== What you have to do ==
Copy out, from the data below, each line in which the word "hand" occurs.

== Dataset entries ==
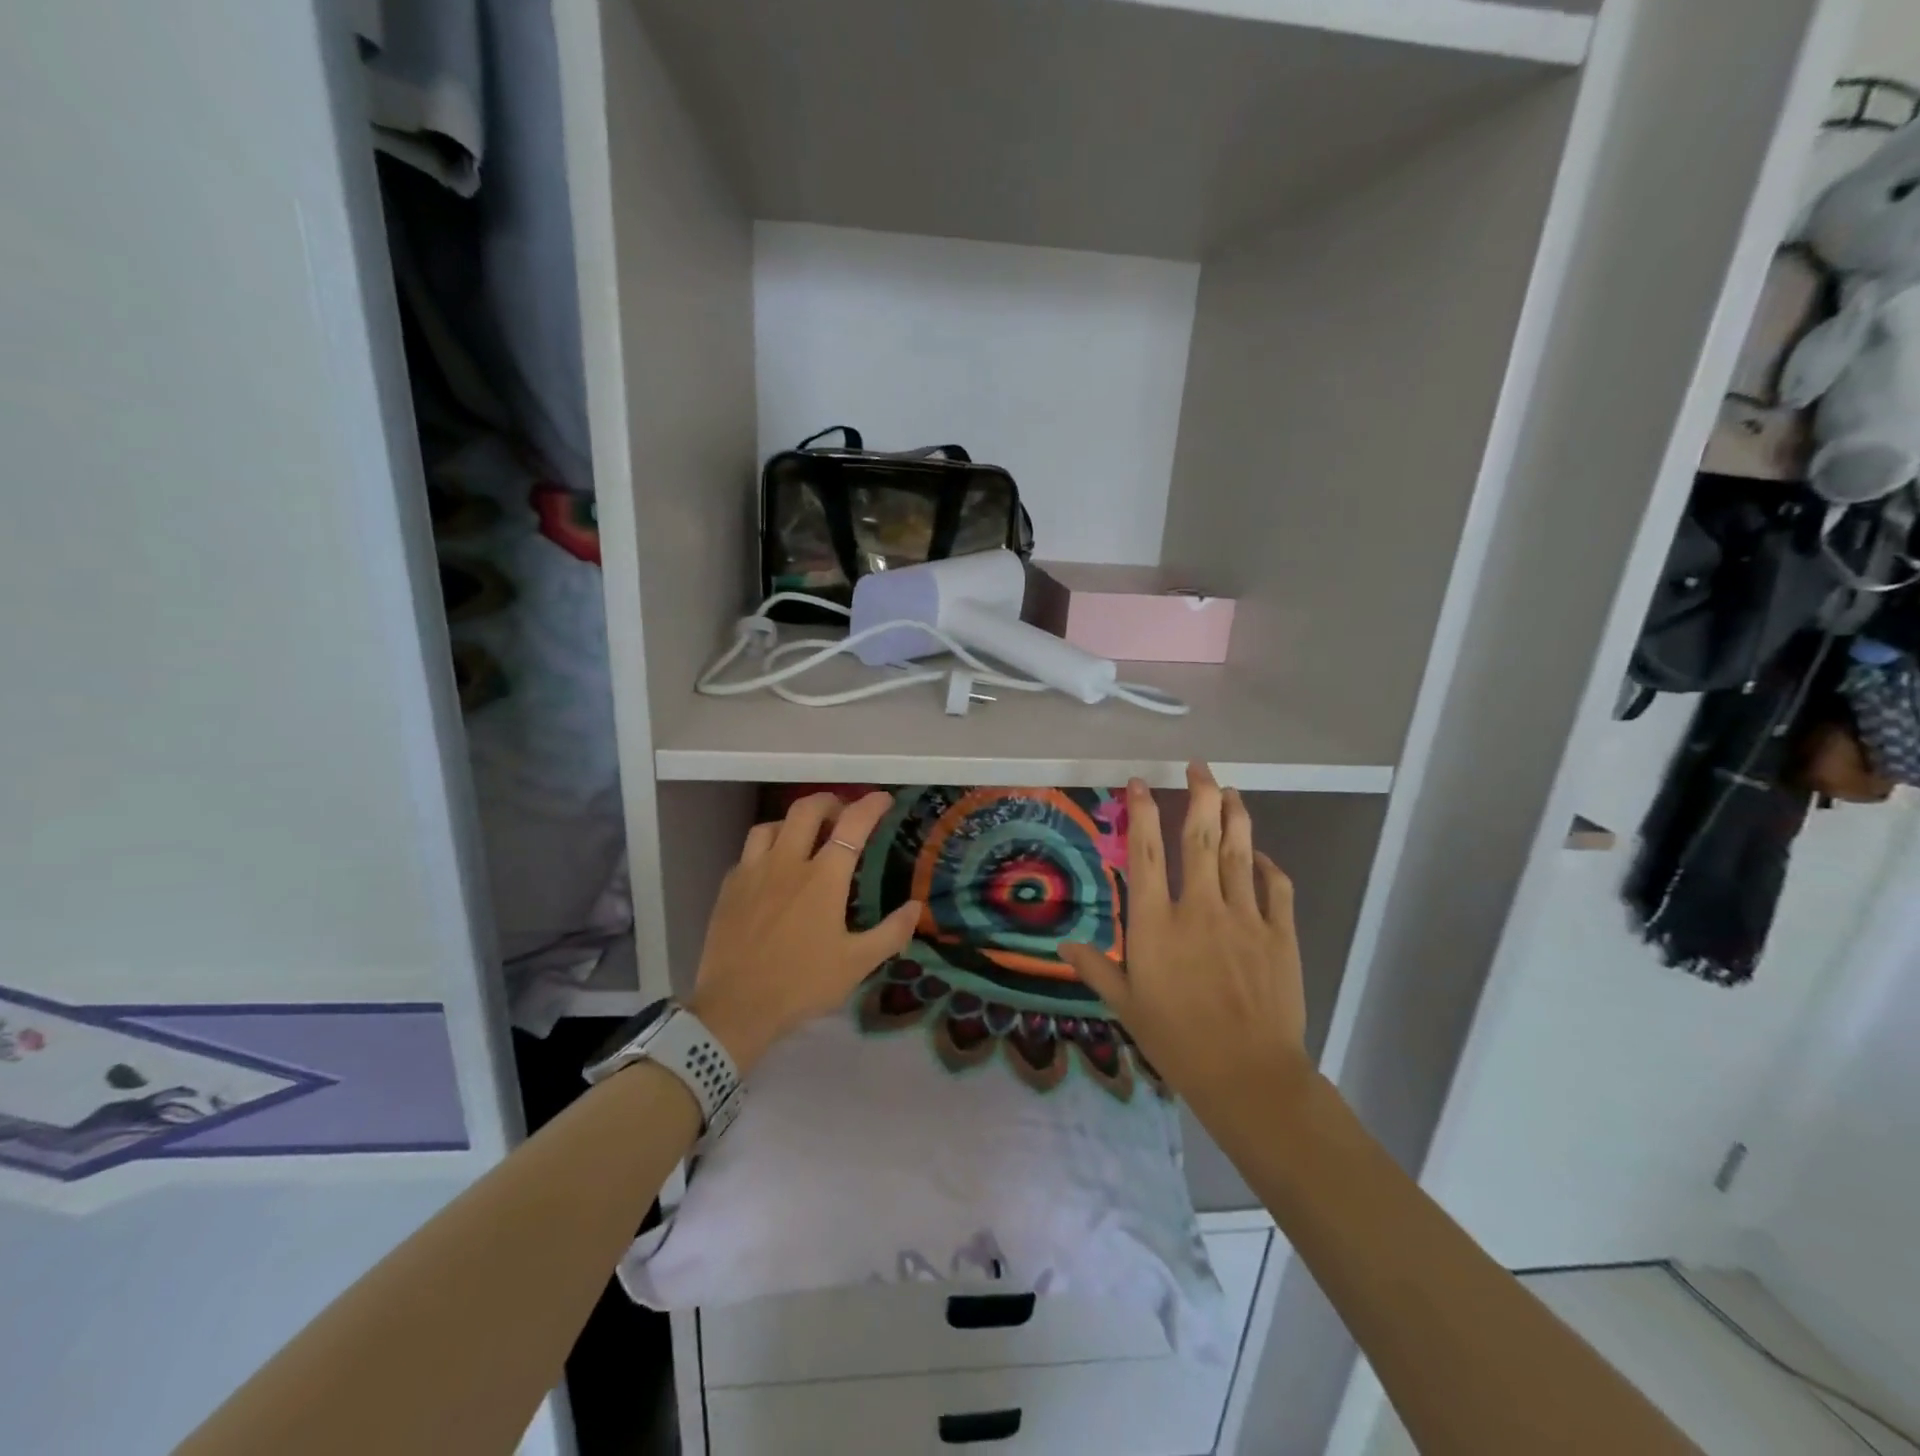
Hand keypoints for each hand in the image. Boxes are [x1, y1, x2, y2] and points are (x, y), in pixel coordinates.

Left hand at [688, 791, 920, 1075]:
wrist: (735, 1008)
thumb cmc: (801, 984)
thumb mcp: (857, 964)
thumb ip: (891, 932)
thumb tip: (916, 906)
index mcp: (823, 878)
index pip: (852, 825)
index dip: (870, 805)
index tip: (883, 799)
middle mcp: (787, 863)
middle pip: (807, 810)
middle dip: (829, 801)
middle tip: (842, 813)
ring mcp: (752, 872)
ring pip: (771, 825)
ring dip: (793, 822)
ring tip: (804, 836)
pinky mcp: (729, 887)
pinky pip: (748, 852)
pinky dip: (766, 849)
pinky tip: (771, 869)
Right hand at [1060, 763, 1309, 1113]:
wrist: (1248, 1075)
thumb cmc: (1177, 1040)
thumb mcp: (1126, 1005)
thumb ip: (1096, 968)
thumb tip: (1062, 947)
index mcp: (1157, 922)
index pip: (1146, 851)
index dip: (1142, 810)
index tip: (1140, 782)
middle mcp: (1200, 907)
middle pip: (1200, 837)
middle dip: (1200, 794)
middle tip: (1199, 767)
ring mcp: (1244, 917)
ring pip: (1240, 852)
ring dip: (1235, 816)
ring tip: (1231, 791)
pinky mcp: (1279, 934)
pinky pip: (1276, 887)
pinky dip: (1268, 865)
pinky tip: (1261, 854)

== Solution ==
Hand keypoints for each hand in the image. Boxes are [x1, y1, x2, y2] and points are (x, y), in pixel coordinates.
Left hand at [688, 791, 920, 1075]:
Right hand at [1060, 763, 1309, 1113]:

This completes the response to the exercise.